Quais as áreas de atuação para o Engenheiro de Confiabilidade?

 

O engenheiro de confiabilidade é mais requisitado pelo setor de desenvolvimento de produtos, na área de manutenção industrial. Normalmente, o trabalho é fazer análises de equipamentos para saber quando podem falhar, e depois planejar a manutenção.

Com isso, o leque de possibilidades para o engenheiro é muito grande, podendo atuar no segmento de automóveis, aeronaves, eletrodomésticos, eletrônicos e outros ramos.

 

Quanto ganha um Engenheiro de Confiabilidade?

 

A profissão de engenheiro de confiabilidade é registrada pelo código CBO 2149-10 na Classificação Brasileira de Ocupações (CBO). 

Os rendimentos dependem do nível de experiência do profissional e da área de atuação. O salário inicial seria algo próximo aos R$7.000,00. 

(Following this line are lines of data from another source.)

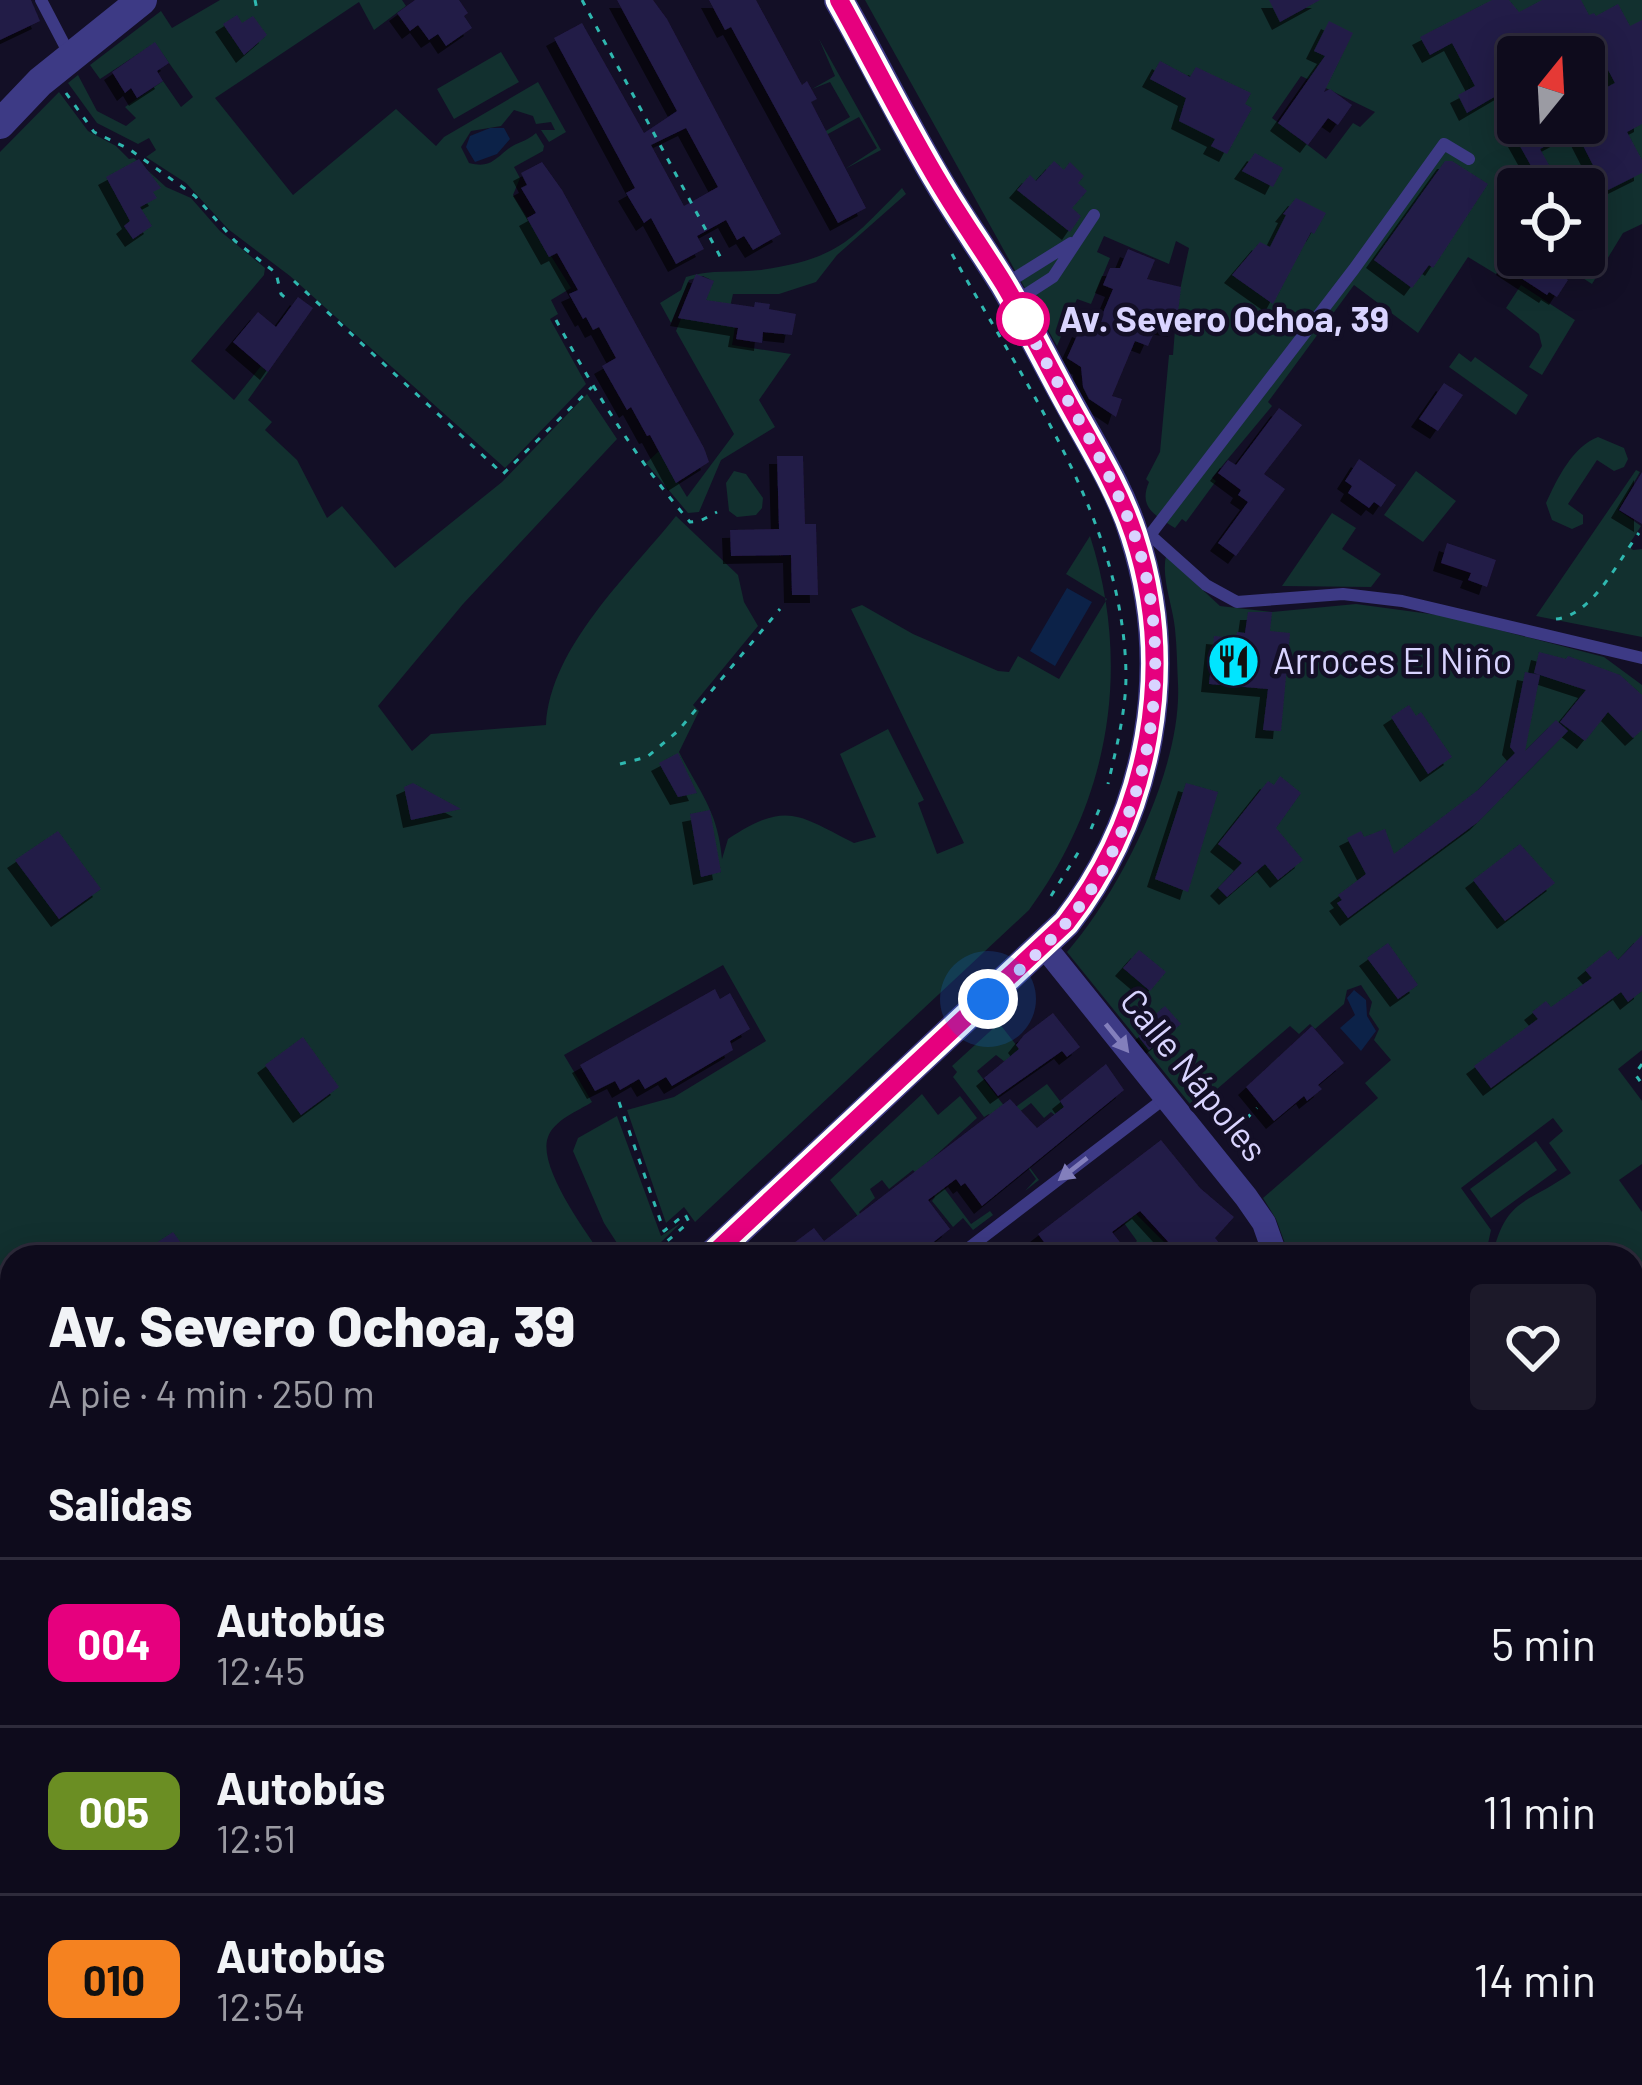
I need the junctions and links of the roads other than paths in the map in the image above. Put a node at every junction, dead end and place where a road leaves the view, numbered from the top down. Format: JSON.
{"nodes":[{"id":1,"x":40,"y":0,"type":"edge"},
{"id":2,"x":142,"y":0,"type":"edge"},
{"id":3,"x":839,"y":0,"type":"edge"},
{"id":4,"x":58,"y":59,"type":"junction"},
{"id":5,"x":0,"y":124,"type":"edge"},
{"id":6,"x":1469,"y":159,"type":"dead end"},
{"id":7,"x":1094,"y":215,"type":"dead end"},
{"id":8,"x":1009,"y":294,"type":"junction"},
{"id":9,"x":1142,"y":535,"type":"junction"},
{"id":10,"x":1642,"y":658,"type":"edge"},
{"id":11,"x":1044,"y":946,"type":"junction"},
{"id":12,"x":1166,"y":1097,"type":"junction"},
{"id":13,"x":705,"y":1245,"type":"edge"},
{"id":14,"x":973,"y":1245,"type":"edge"},
{"id":15,"x":1272,"y":1245,"type":"edge"}],
"edges":[{"from":1,"to":4,"type":"lane"},
{"from":2,"to":4,"type":"street"},
{"from":3,"to":8,"type":"street"},
{"from":4,"to":5,"type":"street"},
{"from":6,"to":9,"type":"lane"},
{"from":7,"to":8,"type":"lane"},
{"from":8,"to":9,"type":"street"},
{"from":9,"to":10,"type":"lane"},
{"from":9,"to":11,"type":"street"},
{"from":11,"to":12,"type":"street","name":"Calle Nápoles","one_way":true},
{"from":11,"to":13,"type":"street"},
{"from":12,"to":14,"type":"lane","one_way":true},
{"from":12,"to":15,"type":"street","name":"Calle Nápoles"}]}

Com mais anos de trabalho, o engenheiro de confiabilidade pode receber valores que beiram os R$11.000,00, sendo que a média dos salários no país é de R$9.000,00.

 

Como começar a sua qualificação profissional?

 

Para conquistar vagas de engenharia de confiabilidade em empresas, além das formações indicadas em cursos de pós-graduação, o engenheiro de confiabilidade pode se destacar com uma qualificação profissional que o permita executar projetos de melhoria contínua nas organizações, por meio da aplicação da metodologia Lean Seis Sigma.

Dessa forma, uma das qualificações mais indicadas é a de Green Belt em Lean Seis Sigma. Pois, o profissional Green Belt é certificado e capaz de implementar projetos, ao contrário do White Belt que possui um treinamento voltado apenas para o suporte da implementação.